Package 'cooccure' reference manual

Title:	Co-Occurrence Network Construction and Manipulation
Description:	Constructs co-occurrence networks from several types of input data, such as delimited fields, long/bipartite tables, binary matrices, or wide sequences. Returns tidy edge data frames and supports optional scaling, splitting into several networks, thresholding, and subsetting. Provides eight similarity measures, including Jaccard, cosine, and association strength. Supports export to several network and file formats. Network construction and analysis methods follow Saqr, Lopez-Pernas, Conde, and Hernandez-Garcia (2024, <doi:10.1007/978-3-031-54464-4_15>).
Authors:	Mohammed Saqr [aut, cre, cph], Sonsoles López-Pernas [aut, cph], Kamila Misiejuk [aut, cph]
Maintainer:	Mohammed Saqr <[email protected]>
License:	MIT + file LICENSE
Version:	0.1.2
Built:	2026-06-09 05:57:57 UTC
Source:	https://github.com/mohsaqr/cooccure

IMDB actor-genre long table (1970-2024)

Description

Long-format table mapping each of the 624 actors in actors to every genre of every movie they appeared in. Use this to build an actor co-occurrence network grouped by genre: which actors share the same genres? Pass field = "actor" and by = "genre" to cooccurrence.

Usage

actor_genres
actor_genres

Format

A data frame with 2,502 rows and 2 variables:

actor: Actor name.
genre: Genre label (one row per actor-genre combination).

Source

https://developer.imdb.com/non-commercial-datasets/

Examples

head(actor_genres)
cooccurrence(actor_genres, field = "actor", by = "genre", similarity = "jaccard")
head(actor_genres)
cooccurrence(actor_genres, field = "actor", by = "genre", similarity = "jaccard")
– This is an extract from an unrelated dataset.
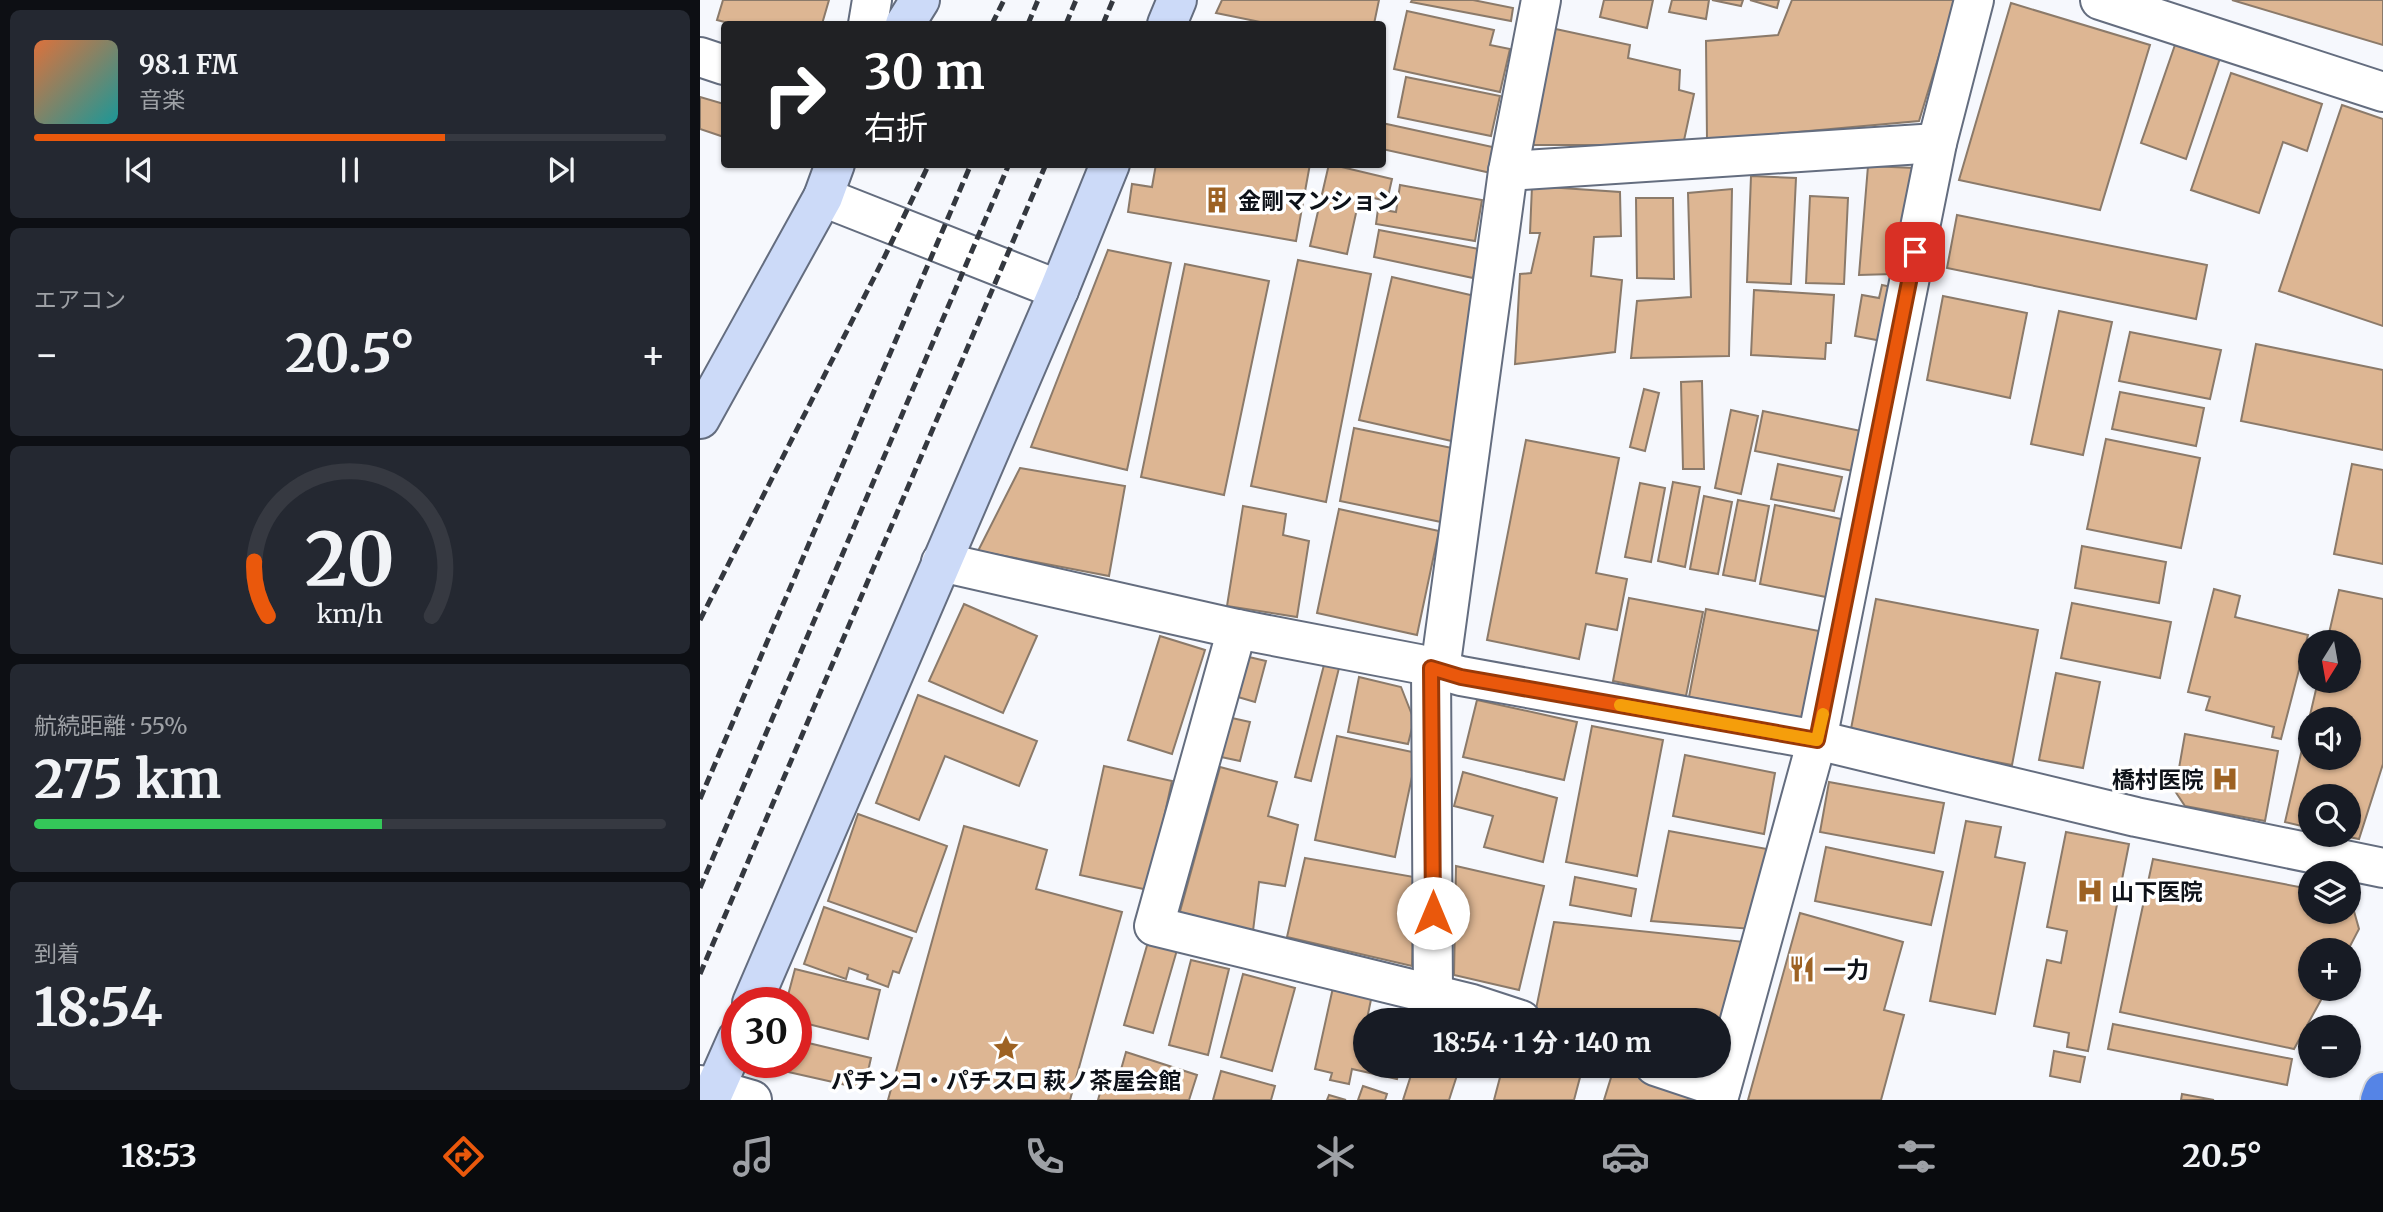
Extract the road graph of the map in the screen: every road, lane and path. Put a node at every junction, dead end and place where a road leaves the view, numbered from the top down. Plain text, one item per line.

IMDB actor-movie long table (1970-2024)

Description

Long-format bipartite table linking actors to movies in movies. Pre-filtered to the 624 actors who appear in at least two movies, so all similarity measures compute instantly. Pass field = "actor" and by = "tconst" to cooccurrence to build an actor co-appearance network.

Usage

actors
actors

Format

A data frame with 1,267 rows and 7 variables:

actor: Actor name.
tconst: IMDB title identifier linking to movies.
primaryTitle: Movie title.
startYear: Release year (integer).
decade: Release decade as a character string.
genres: Comma-separated genre labels for the linked movie.
averageRating: IMDB average user rating for the linked movie.

Source

https://developer.imdb.com/non-commercial-datasets/

Examples

head(actors)
cooccurrence(actors, field = "actor", by = "tconst", similarity = "jaccard")
head(actors)
cooccurrence(actors, field = "actor", by = "tconst", similarity = "jaccard")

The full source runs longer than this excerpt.